◆ Goal of the exercise: Scan the data below for lines holding the word "Elmwood", and copy each line found.

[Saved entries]
####################

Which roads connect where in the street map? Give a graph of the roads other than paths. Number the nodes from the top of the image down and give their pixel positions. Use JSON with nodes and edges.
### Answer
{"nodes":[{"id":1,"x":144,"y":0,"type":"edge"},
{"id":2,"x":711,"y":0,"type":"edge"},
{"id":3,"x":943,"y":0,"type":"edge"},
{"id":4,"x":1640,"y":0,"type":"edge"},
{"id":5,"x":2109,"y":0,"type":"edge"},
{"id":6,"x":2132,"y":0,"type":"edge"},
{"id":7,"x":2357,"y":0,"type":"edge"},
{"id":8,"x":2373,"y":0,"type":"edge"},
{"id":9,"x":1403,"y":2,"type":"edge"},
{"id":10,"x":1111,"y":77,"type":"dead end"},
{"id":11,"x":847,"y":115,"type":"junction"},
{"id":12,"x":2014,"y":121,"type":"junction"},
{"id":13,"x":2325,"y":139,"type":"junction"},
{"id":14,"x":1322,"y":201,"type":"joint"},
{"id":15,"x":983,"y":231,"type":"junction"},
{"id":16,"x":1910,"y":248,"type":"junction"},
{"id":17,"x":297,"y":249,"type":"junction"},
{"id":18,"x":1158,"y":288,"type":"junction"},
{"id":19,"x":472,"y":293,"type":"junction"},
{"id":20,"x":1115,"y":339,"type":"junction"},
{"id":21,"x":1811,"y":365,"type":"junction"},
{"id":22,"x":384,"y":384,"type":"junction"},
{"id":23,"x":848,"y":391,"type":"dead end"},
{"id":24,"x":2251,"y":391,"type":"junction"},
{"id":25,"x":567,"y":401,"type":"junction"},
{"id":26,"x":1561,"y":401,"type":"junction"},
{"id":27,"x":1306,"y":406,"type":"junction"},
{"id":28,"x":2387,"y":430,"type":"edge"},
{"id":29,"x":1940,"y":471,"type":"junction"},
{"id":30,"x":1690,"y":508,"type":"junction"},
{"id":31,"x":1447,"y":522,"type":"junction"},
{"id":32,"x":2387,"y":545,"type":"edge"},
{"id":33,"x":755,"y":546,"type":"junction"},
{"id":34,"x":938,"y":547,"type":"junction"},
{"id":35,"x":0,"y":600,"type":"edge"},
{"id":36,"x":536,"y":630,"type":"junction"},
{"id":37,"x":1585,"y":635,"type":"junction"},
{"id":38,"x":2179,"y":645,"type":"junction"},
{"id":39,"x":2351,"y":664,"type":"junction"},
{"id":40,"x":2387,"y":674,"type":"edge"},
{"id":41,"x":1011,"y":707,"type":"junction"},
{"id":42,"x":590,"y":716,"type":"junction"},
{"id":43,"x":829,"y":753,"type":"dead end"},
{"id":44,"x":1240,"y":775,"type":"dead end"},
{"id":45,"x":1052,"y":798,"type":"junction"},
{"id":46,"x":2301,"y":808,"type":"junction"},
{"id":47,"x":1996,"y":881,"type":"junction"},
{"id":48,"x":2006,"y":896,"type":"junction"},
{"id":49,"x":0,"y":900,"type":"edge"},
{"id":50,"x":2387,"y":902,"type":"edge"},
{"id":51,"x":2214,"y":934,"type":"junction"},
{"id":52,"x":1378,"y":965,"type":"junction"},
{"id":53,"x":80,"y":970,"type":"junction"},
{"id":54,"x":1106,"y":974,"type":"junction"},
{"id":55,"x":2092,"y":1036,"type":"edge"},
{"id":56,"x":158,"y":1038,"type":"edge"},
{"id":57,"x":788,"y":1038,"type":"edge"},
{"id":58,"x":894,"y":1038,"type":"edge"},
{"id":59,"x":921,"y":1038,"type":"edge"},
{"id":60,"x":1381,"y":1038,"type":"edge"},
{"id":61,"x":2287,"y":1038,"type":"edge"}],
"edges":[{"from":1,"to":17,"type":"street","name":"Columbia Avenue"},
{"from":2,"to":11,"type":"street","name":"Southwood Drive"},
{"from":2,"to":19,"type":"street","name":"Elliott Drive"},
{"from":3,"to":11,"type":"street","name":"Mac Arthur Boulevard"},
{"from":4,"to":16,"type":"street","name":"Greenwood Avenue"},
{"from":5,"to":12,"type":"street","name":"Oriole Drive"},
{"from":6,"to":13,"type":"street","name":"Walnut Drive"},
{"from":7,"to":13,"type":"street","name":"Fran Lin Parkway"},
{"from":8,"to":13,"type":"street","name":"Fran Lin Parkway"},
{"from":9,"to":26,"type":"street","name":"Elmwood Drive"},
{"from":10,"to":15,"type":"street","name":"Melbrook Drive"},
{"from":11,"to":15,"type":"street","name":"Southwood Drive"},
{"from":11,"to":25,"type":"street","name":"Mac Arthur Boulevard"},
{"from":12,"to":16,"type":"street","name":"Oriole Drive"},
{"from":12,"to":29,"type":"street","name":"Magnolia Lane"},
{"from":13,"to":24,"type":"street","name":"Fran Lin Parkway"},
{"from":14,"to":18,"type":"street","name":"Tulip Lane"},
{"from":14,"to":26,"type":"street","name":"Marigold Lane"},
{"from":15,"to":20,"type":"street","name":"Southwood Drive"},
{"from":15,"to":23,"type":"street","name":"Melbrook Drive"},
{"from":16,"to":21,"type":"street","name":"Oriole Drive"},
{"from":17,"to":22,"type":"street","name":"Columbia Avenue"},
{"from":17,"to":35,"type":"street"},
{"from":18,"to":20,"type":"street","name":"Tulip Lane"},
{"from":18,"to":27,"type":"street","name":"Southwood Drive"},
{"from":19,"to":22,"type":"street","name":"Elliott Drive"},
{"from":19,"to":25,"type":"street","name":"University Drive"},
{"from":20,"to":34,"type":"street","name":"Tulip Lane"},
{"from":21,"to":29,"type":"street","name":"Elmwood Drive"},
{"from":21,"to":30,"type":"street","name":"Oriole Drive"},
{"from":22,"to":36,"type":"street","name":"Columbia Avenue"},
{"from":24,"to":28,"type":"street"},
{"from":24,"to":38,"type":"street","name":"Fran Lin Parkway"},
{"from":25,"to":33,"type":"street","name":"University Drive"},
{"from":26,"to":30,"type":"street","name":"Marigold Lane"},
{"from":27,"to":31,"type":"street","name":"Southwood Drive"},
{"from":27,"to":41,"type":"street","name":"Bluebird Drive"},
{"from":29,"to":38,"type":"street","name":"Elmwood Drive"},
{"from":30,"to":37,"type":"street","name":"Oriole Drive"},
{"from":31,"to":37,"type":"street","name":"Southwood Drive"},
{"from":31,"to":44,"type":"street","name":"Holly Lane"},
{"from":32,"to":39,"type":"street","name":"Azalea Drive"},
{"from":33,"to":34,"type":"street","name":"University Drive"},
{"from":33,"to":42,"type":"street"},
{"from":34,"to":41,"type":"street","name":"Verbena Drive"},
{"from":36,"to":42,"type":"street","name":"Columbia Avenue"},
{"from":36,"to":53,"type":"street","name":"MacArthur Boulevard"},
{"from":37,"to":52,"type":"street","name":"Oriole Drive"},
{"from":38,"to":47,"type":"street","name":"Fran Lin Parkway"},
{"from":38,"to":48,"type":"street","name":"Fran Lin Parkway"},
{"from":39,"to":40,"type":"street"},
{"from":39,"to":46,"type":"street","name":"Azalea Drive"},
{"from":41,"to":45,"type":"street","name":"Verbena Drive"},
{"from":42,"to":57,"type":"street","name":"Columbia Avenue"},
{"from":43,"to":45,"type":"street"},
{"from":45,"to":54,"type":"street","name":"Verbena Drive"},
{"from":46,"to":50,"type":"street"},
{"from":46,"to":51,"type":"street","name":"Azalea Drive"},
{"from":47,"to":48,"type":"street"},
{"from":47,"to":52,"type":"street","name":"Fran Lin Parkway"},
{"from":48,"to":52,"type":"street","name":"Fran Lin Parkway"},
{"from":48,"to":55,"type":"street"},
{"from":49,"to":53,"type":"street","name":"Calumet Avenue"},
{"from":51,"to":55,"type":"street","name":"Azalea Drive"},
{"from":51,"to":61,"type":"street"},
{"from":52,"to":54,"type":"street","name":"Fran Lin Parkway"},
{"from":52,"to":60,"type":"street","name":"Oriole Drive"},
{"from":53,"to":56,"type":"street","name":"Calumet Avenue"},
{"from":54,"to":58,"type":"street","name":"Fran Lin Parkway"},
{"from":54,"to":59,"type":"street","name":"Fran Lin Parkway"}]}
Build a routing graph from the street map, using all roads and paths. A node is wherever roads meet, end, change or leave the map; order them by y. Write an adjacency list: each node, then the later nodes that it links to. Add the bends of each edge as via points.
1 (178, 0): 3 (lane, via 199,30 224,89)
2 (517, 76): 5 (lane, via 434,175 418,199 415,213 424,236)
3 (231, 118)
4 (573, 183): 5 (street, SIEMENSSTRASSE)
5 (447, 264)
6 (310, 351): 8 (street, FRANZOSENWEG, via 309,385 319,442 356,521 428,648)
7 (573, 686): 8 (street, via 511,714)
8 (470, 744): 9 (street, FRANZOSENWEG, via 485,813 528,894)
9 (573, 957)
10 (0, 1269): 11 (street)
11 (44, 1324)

####################

◆ Exercise answer:
{"from":9,"to":26,"type":"street","name":"Elmwood Drive"},
{"from":21,"to":29,"type":"street","name":"Elmwood Drive"},
{"from":29,"to":38,"type":"street","name":"Elmwood Drive"},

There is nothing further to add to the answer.